What’s your favorite part of working on the marketing team, and what drives you most about your role?
My favorite part is the variety. Especially in a startup environment, you’re constantly switching contexts. That pace pushes you to grow fast and explore angles you probably wouldn’t touch in a more traditional structure. Over time, you naturally become much more versatile and well-rounded, and I think that kind of profile is incredibly valuable today.
On top of that, marketing itself is evolving at an incredible speed. AI has completely reshaped the landscape. The way people search for products isn’t limited to Google anymore. SEO isn’t what it used to be, and discovery paths are changing constantly. So you have to stay sharp, keep learning, and adapt quickly. It’s challenging, but it’s also what makes the role exciting.
What really drives me, though, goes beyond the day-to-day variety. It’s the feeling that we’re building something that genuinely improves the lives of digital analysts. We’re not just helping them work faster — we’re helping them work smarter, with more clarity and less frustration.
In a way, it feels like we’re pushing for a shift in how analytics teams are treated and valued. For years, many analysts have spent too much time manually checking tracking, babysitting tags, firefighting broken implementations, or defending data that shouldn’t have been unreliable in the first place.
I like to think we’re shaping a future where analytics no longer has to be reactive and painful, where tracking doesn’t require constant manual verification, and where teams can spot issues before clients ever notice.
Being part of building that future is what I’m most proud of.
Can you share a fun or unexpected moment from your career?
This might sound a bit silly, but one moment that really sticks out happened during an interview with a client for a customer story. At the end, I always like to ask whether they would recommend Trackingplan to another agency or team going through the same challenges. And this time, very seriously, the client said no.
I was like… wait, what? But then the client burst out laughing. The client explained, jokingly, that he wouldn’t recommend it because if another agency started using Trackingplan, it would give the other agency a competitive advantage too. Essentially, they wanted to keep the edge for themselves.
I found it funny because it showed how valuable the product is — so valuable, in fact, that someone could see it as giving a competitor an advantage. They even said, literally, “let them lose clients, we’ll be there to welcome them and win them over”, highlighting how reliable tracking and proactive firefighting can become a real competitive differentiator.
Seeing that the work we do at Trackingplan doesn’t just help analysts, but it can actually shift the game for businesses, was pretty memorable.
Any advice for someone starting a career in marketing, analytics, or trying to combine tech and creative pursuits today?
Stay sharp, keep learning, and be ready to adapt — especially in a landscape that’s changing so rapidly. Things evolve constantly, so you need to stay on top of trends and be willing to pivot.

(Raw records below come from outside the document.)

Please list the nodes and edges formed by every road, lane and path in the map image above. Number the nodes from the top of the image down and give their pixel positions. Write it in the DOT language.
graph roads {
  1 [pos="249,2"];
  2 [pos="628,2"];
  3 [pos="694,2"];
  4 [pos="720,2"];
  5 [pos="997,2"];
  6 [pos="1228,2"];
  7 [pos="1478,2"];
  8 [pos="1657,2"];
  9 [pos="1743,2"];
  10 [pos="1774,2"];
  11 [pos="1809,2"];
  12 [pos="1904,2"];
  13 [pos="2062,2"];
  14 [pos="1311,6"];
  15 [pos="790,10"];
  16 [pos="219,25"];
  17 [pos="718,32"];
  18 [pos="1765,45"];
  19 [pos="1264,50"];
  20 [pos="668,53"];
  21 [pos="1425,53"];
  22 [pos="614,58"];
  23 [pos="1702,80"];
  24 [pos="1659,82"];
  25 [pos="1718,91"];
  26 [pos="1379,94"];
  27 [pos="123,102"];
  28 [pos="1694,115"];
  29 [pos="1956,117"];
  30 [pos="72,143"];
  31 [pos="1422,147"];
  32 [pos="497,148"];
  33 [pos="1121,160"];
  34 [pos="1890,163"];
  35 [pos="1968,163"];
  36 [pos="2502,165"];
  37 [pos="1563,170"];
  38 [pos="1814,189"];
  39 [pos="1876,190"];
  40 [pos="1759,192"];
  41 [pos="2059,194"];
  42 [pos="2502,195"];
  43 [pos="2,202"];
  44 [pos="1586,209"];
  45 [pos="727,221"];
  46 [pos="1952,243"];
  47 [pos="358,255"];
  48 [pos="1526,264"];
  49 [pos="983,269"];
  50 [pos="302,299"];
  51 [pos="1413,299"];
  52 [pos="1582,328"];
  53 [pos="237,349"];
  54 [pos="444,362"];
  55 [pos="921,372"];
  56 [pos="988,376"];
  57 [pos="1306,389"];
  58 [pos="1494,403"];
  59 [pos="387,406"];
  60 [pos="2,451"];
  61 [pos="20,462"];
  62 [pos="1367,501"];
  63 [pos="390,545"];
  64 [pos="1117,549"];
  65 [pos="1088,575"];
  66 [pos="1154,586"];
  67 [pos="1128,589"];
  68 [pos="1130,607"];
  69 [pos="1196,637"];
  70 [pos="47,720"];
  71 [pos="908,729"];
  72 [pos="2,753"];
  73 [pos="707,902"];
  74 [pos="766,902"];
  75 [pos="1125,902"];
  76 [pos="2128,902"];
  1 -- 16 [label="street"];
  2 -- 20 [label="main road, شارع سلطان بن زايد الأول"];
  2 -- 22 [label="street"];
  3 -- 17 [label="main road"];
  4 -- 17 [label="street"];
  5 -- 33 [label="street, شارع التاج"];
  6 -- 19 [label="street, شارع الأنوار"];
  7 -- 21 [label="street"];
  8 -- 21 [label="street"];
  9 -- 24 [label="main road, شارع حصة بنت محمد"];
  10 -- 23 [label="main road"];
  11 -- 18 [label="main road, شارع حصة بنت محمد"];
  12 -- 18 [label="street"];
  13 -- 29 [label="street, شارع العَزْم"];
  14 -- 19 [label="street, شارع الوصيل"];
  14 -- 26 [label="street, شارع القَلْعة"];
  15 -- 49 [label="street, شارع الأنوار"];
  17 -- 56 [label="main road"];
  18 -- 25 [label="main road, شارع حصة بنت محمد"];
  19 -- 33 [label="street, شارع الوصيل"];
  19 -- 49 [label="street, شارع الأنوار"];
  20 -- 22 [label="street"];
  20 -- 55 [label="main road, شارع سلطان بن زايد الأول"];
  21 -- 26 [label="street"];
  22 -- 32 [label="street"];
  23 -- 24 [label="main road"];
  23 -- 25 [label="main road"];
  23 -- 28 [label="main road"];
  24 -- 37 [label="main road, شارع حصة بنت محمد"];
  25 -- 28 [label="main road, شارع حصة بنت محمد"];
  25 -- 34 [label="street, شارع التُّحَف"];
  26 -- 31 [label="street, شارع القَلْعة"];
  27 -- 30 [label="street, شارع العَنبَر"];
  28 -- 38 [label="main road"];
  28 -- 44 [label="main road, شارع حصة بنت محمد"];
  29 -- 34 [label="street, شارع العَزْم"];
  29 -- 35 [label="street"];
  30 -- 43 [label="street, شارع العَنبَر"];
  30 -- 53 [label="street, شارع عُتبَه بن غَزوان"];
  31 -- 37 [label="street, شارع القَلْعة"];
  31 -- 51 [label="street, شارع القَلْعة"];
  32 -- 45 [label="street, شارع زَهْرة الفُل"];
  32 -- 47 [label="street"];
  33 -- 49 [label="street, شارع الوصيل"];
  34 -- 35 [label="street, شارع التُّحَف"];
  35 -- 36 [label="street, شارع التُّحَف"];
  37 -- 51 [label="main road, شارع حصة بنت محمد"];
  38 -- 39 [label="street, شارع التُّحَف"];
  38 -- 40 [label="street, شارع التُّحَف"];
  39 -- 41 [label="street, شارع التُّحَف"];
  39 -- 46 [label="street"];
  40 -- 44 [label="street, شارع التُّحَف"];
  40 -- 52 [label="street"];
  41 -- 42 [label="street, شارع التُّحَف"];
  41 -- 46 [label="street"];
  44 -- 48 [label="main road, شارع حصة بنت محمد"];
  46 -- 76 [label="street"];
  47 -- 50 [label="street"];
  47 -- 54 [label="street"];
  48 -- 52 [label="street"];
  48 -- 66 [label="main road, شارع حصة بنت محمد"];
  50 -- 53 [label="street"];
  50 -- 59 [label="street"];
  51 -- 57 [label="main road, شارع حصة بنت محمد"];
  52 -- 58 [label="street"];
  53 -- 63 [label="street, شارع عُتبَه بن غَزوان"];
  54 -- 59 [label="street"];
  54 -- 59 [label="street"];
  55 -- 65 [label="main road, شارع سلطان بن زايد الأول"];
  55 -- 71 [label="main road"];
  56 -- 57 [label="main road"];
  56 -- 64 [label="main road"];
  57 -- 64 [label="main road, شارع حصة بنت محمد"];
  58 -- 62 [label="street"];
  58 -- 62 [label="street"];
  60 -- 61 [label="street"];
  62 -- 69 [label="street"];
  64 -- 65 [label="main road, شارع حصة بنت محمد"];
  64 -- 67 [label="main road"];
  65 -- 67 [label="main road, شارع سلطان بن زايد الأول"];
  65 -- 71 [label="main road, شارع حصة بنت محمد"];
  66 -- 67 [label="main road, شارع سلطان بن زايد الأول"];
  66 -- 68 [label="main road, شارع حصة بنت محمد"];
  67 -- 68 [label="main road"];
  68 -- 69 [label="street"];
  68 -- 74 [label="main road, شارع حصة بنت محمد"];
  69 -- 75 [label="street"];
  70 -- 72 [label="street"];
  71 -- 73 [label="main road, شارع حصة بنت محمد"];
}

And never forget that, at the end of the day, whether you’re in B2B or B2C, you’re talking to real people. They face real challenges, often in their work, which is probably where they spend most of their day. Understanding their problems, empathizing with them, and offering solutions that genuinely help is what makes your work meaningful. Always keep the human perspective at the center — technology and creativity are tools, but people are the reason we do what we do.
Keep people at the center, and everything else will follow.